Clement A Price, a former professor at Rutgers University-Newark (RU-N) was recently commemorated when a new chair was named in his honor, according to the Journal of Blacks in Higher Education. The Andrew W. Mellon Foundation donated $2 million dollars to create the Clement A Price Endowed Chair in Public History and Humanities. Price, a longtime Newark, N.J. resident, died Nov. 5, 2014. He is remembered as being an accomplished historian, teacher, mentor and patron of the arts and humanities. Price started teaching history at RU-N in 1969. According to Rutgers University’s website, the institution appointed him Board of Governors Distinguished Service Professor in 2002, which is considered a high honor. Price was co-editor of the three volume collection, Slave Culture: A Documentary Slave Narratives from the Federal Writers Project.

Thomas H. Epps III is the Thomas and Kipp Gutshall Associate Professor of Chemical and Biomolecular Engineering at the University of Delaware. He was awarded the 2016 John H. Dillon medal from the American Physical Society. He received the award for achievements in polymer physics, according to the JBHE. “He has, in a relatively short time, established a world-recognized and highly collaborative research program at Delaware by distinguishing himself as one of the rising stars in polymer and soft matter physics,” wrote University of Delaware professors Darrin J. Pochan and Abraham Lenhoff in their nomination letter. Epps has been a faculty member at the University of Delaware since 2006. He has a bachelor’s degree and master’s degree from MIT and a doctorate from the University of Minnesota.

James E. Coleman Jr. is the John S. Bradway Professor of Law at Duke University. The Criminal Justice Section of the American Bar Association awarded him the Raeder-Taslitz award. Coleman is a native of Charlotte, N.C.  Coleman has a wealth of legal experience, including: a judicial clerkship for the U.S District Court for the Eastern District of Michigan, and 16 years in private practice in New York and Washington, D.C.  He has represented criminal defendants in death penalty cases, including Ted Bundy, a serial killer who made headlines in the 1970s after confessing to over 30 homicides. Coleman has been on Duke’s faculty since 1996. Coleman attended Harvard University and Columbia Law School.

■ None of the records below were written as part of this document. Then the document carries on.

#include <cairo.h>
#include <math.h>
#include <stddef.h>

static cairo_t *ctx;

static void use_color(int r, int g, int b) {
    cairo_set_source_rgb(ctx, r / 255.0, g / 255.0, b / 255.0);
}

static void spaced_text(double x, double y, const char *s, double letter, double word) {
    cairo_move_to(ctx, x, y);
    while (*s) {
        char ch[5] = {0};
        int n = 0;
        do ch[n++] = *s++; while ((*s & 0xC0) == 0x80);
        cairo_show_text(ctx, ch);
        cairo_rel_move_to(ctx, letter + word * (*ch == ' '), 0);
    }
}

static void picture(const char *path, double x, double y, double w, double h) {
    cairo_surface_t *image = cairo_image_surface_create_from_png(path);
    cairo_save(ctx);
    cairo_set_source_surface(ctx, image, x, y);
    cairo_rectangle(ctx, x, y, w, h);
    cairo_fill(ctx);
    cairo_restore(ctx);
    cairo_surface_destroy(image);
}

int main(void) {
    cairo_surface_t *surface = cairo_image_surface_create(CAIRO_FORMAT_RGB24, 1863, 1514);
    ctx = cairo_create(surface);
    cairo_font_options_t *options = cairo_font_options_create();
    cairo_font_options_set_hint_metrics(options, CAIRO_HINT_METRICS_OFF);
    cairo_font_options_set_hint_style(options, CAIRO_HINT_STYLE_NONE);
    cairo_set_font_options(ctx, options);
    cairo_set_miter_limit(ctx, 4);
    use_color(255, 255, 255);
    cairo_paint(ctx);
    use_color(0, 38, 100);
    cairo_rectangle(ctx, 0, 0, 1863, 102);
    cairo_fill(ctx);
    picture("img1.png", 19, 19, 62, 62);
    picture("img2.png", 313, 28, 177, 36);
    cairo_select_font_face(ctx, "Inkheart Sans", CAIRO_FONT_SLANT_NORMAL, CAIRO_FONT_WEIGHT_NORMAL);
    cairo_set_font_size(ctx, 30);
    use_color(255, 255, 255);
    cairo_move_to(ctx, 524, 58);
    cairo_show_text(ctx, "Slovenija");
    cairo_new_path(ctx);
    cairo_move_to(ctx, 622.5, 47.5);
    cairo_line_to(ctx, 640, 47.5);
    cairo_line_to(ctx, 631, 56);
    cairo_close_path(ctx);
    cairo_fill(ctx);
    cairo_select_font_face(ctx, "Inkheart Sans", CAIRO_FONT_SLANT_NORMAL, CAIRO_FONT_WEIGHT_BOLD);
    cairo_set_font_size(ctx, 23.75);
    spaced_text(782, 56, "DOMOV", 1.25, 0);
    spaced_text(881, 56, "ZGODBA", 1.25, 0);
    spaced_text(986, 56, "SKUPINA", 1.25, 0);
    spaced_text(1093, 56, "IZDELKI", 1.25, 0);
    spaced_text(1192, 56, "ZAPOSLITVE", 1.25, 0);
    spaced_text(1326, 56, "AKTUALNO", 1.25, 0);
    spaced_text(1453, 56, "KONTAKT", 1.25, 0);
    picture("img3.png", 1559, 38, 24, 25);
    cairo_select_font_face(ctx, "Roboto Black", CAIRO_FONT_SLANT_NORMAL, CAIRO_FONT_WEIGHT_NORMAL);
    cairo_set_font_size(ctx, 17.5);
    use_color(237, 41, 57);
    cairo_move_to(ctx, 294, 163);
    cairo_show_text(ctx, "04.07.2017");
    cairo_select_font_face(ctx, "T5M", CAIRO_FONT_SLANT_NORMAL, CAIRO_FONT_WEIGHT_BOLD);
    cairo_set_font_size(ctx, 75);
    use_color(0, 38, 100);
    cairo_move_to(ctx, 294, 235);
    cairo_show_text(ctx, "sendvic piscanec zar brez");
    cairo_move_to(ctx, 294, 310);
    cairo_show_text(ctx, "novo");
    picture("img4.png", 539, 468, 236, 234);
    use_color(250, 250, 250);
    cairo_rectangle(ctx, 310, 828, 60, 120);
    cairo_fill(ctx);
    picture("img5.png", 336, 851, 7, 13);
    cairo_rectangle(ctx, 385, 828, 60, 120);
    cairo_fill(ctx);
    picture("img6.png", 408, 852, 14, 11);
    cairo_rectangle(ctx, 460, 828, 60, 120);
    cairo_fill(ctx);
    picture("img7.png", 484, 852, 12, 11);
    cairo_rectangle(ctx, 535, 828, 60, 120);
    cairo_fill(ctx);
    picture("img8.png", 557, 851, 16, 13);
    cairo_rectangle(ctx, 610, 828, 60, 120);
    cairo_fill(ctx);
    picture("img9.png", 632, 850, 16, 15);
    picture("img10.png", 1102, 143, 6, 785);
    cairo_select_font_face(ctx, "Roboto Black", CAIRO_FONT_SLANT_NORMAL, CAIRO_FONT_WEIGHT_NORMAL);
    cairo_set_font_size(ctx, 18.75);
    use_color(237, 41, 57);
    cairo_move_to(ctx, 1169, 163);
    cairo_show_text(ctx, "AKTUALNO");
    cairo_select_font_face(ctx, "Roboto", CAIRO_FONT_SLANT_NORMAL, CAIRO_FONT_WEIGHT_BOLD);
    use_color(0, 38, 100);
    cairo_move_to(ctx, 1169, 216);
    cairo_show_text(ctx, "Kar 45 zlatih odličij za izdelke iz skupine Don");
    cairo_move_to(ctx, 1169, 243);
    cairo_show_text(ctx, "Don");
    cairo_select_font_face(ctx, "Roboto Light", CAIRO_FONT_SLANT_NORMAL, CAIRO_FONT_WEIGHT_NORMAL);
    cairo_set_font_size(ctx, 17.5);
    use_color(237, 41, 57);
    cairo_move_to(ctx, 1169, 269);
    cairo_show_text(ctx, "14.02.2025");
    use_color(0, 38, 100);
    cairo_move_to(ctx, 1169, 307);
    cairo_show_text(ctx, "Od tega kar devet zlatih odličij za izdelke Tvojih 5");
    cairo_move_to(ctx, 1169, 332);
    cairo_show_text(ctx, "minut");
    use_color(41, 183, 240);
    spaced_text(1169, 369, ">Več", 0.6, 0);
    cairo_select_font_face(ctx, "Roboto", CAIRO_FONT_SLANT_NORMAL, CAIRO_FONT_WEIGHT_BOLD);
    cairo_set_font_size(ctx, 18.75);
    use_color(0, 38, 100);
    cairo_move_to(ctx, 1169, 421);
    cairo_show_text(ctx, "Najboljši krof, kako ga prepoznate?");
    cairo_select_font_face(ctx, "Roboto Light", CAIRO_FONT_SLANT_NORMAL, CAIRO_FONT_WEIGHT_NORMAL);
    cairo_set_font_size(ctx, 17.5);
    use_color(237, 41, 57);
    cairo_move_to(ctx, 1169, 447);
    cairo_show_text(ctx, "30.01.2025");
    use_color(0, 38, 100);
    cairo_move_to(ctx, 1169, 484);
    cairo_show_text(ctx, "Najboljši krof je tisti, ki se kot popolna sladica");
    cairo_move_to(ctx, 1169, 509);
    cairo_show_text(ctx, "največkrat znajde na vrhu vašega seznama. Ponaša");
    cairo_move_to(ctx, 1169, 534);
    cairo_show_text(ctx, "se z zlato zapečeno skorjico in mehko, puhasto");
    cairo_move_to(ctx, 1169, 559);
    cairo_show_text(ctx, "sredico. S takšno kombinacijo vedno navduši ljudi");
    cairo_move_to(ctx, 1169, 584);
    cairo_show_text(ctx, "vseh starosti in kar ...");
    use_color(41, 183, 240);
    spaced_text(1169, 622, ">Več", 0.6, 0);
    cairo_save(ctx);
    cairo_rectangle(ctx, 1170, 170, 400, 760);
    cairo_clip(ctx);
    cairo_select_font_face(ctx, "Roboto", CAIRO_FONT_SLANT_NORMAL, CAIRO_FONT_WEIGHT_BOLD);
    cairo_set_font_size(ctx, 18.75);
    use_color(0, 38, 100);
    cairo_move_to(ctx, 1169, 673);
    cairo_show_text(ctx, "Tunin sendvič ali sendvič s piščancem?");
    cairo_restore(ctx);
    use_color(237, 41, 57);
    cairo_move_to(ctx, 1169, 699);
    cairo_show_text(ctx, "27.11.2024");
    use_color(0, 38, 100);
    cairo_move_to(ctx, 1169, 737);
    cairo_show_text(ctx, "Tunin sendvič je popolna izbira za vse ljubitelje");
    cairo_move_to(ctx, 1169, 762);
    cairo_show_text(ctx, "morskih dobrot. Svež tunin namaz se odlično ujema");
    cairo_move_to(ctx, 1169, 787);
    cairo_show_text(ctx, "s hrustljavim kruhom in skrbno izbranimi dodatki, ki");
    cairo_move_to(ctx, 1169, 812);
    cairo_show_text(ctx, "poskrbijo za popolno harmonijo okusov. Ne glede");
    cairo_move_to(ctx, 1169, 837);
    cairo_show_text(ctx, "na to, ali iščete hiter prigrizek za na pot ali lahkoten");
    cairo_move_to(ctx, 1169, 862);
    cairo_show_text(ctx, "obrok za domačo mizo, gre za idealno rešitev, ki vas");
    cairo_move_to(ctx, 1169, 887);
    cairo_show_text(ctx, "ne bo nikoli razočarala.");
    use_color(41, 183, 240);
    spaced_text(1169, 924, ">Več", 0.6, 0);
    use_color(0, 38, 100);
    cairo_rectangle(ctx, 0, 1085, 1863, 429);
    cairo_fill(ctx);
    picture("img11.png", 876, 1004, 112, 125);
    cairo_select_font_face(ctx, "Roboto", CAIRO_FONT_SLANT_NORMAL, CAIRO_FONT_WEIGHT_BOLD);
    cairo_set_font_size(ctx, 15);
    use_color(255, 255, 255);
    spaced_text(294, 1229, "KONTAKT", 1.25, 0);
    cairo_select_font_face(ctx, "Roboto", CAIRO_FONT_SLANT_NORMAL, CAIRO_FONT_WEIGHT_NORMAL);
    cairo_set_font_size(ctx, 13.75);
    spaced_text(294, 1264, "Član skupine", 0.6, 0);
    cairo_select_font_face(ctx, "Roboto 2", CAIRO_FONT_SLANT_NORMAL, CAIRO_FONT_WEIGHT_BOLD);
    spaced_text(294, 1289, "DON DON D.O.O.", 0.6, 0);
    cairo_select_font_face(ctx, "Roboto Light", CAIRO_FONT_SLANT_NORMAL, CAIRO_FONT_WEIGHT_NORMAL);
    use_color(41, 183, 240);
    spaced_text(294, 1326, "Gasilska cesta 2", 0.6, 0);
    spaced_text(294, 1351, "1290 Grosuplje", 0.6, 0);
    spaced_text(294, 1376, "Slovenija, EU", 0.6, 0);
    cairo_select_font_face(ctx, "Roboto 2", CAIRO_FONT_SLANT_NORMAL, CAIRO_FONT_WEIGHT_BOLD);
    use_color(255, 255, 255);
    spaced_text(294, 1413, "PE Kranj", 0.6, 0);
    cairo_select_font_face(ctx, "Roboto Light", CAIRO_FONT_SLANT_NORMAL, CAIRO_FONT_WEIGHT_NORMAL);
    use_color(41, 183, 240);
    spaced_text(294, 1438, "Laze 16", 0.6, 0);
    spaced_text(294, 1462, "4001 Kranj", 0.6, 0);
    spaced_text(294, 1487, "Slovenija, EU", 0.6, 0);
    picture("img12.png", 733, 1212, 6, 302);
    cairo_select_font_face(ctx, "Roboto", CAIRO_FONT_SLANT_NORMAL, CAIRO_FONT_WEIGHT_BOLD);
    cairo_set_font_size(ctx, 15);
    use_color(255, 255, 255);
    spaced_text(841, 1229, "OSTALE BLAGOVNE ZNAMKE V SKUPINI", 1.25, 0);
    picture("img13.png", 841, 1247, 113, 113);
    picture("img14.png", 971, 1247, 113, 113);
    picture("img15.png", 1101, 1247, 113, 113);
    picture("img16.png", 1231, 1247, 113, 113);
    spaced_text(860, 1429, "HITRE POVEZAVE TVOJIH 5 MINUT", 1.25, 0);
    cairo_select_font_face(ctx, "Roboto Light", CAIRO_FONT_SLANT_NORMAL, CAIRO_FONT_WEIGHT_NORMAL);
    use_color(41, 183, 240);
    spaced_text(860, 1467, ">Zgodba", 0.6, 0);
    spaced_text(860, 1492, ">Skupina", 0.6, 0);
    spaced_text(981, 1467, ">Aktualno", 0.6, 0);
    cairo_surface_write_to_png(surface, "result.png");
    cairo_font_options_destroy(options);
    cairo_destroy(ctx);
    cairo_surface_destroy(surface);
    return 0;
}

Ngondi Kamatuka is the director of the Center for Educational Opportunity Programs in the Achievement and Assessment Institute at the University of Kansas. He received the Walter O. Mason Award from the Council for Opportunity in Education. Kamatuka has been at the University of Kansas since 1987 and has been an educator for 15 years. He has received numerous awards, including the KU School of Education Achievement Award For Professional Staff, KU Chapter of Phi Delta Kappa Kappa Outstanding Educator and the KU Unclassified Employee of the Year. Kamatuka has a bachelor’s degree in education from Tabor College and master’s and doctorate degrees in higher education from KU.

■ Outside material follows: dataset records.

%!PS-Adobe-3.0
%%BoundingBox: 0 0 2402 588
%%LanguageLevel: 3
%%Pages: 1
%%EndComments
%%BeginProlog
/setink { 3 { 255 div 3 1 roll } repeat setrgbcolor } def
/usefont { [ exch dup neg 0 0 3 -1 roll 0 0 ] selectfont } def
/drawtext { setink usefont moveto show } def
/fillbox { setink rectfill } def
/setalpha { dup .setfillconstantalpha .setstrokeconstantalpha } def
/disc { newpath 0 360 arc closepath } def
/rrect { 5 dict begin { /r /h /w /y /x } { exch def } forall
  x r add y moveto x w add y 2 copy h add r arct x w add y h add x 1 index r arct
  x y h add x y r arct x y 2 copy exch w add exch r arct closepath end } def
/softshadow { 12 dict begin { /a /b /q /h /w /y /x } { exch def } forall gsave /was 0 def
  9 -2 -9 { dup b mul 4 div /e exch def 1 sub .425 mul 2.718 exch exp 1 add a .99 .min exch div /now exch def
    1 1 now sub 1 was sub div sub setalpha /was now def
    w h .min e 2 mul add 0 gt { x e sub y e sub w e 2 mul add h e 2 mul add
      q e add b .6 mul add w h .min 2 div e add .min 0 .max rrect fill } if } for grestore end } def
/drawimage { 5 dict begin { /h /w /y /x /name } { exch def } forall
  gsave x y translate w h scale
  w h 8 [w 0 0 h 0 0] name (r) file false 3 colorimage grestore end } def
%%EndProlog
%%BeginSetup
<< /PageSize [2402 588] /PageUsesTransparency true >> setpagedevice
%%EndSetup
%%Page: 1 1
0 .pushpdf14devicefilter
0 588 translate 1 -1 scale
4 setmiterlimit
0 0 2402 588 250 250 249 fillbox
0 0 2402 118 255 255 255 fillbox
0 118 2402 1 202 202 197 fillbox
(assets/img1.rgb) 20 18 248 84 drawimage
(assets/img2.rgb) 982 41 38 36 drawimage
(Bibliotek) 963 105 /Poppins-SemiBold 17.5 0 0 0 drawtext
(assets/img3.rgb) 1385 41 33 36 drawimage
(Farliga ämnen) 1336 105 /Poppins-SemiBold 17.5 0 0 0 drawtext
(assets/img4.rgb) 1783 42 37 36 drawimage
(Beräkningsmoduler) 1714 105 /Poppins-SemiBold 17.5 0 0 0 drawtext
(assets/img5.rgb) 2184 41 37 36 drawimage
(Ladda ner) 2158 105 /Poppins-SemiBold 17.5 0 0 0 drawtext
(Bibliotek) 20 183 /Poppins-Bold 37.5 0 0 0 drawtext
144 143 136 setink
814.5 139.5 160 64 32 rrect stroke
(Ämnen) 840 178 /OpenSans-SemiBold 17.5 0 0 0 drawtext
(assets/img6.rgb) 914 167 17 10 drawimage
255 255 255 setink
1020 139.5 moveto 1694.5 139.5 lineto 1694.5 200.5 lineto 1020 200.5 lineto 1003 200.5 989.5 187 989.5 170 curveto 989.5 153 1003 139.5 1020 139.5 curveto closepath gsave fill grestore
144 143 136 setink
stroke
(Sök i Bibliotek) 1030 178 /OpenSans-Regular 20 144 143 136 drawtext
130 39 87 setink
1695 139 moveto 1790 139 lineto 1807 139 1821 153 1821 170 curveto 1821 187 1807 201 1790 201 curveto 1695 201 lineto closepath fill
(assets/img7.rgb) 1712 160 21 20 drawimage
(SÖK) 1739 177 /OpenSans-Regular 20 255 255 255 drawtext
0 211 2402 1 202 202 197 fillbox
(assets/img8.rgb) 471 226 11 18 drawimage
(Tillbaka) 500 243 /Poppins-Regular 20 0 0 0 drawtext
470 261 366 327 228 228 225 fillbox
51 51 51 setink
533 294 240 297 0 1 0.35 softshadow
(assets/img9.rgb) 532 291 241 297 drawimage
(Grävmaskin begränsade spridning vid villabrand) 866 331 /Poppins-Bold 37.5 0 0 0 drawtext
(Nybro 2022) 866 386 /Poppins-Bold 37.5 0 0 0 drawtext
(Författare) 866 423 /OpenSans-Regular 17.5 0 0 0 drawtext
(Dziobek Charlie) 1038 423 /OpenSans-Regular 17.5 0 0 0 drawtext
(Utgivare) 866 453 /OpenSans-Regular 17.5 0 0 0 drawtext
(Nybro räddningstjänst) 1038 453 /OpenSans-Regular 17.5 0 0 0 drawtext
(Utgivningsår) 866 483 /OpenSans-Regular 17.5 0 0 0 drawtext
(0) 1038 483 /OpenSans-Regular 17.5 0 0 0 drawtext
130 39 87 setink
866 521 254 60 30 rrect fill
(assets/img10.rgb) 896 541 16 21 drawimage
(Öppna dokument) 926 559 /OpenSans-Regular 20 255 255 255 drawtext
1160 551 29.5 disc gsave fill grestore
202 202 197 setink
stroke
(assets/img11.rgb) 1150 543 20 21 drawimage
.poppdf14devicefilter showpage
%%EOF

Sheila Jackson was the first female African-American graduate from the School of Architecture at Mississippi State University. The 1984 graduate went on to have a career with the city of Atlanta and the Georgia Institute of Technology Research Institute. Jackson’s siblings recently established the Sheila Rene Jackson Memorial Fund in the university’s college of Architecture, Art and Design in her honor. On Mississippi State University’s website school director Michael Berk commented on how significant she was to the institution. “The School of Architecture is honored to be the recipient of this generous memorial scholarship,” said Berk. “She was a pioneer in helping to break gender and racial barriers in the architectural profession, and remains an incredible role model for us all.”